El anuncio de la guerra apareció a finales de verano, todos se reunieron en las plazas de los ayuntamientos a observar con ansias un papel que decía “¡Ya ha llegado!”. La gente vitoreaba y exclamaba a gritos “¡Viva la guerra! Nadie sabía lo que era la Guerra, hasta que la vivieron. Todos querían formar parte de alguna columna (militar) y se alistaban. Algunos por patriotismo, otros en busca de aventuras y algunos para no ser mal vistos por los otros dos. Filas y filas de voluntarios. Pobres ingenuos. Miles de hombres hacían cola en el Hospital Militar para poder formar parte del ejército. Los médicos militares les inspeccionaban, sí, pero con gran benevolencia, es decir, que aceptaban a todos (incluso a los más debiluchos).
Los militares de Academia (los que habían estudiado una carrera militar) conocían la teoría, pero la practica no.
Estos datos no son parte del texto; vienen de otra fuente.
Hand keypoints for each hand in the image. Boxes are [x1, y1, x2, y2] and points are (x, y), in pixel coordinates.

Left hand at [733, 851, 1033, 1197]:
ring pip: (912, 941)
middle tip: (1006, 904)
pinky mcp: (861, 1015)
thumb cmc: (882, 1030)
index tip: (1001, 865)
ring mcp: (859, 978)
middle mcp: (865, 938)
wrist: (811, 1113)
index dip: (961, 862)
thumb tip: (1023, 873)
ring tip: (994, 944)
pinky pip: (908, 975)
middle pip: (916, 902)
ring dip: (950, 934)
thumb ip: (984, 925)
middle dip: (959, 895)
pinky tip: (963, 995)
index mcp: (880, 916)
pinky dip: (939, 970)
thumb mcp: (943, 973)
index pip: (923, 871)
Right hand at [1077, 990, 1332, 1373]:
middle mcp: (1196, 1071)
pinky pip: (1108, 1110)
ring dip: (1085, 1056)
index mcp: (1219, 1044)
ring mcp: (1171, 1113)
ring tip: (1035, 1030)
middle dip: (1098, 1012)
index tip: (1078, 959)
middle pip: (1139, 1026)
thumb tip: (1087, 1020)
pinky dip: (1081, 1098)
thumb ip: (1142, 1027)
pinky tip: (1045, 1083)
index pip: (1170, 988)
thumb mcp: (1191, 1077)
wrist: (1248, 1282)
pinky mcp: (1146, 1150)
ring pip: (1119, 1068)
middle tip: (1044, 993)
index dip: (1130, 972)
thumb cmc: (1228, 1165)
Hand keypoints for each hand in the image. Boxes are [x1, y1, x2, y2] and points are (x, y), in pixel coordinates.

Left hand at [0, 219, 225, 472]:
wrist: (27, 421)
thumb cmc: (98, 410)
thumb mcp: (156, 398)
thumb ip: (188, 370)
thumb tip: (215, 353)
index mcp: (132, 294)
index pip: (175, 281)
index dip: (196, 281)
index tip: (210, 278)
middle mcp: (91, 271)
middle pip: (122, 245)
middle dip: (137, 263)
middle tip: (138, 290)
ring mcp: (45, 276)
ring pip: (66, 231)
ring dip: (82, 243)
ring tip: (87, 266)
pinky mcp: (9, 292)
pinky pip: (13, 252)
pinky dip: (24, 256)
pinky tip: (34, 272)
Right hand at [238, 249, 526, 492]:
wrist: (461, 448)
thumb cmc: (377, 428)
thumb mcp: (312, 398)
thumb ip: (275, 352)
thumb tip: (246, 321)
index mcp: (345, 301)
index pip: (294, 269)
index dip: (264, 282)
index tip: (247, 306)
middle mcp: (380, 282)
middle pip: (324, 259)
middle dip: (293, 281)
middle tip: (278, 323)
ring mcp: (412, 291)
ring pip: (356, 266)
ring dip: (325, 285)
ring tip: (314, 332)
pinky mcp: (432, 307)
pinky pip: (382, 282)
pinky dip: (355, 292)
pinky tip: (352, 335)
Los que habían vivido y participado en la guerra franco-prusiana (1870) sí que conocían la verdad de la guerra, pero en 1914, pero nadie los consultó. Los novatos generales de esta nueva guerra que ahora debían prepararse con de tácticas, pero lo hicieron a tientas, sin saber muy bien cómo organizarse. Se puede decir, que las primeras medidas que se llevaron a cabo fueron: buscar un terreno cercano al enemigo y empezar a cavar trincheras. Una gran táctica.
La Primera Guerra Mundial tuvo tres fases morales: la primera, el entusiasmo, nadie quería perderse ese espectáculo; la segunda, la realidad, momento en el que se dieron cuenta de lo que era la guerra; y, por último, la decepción, el único fin era sobrevivir o morir.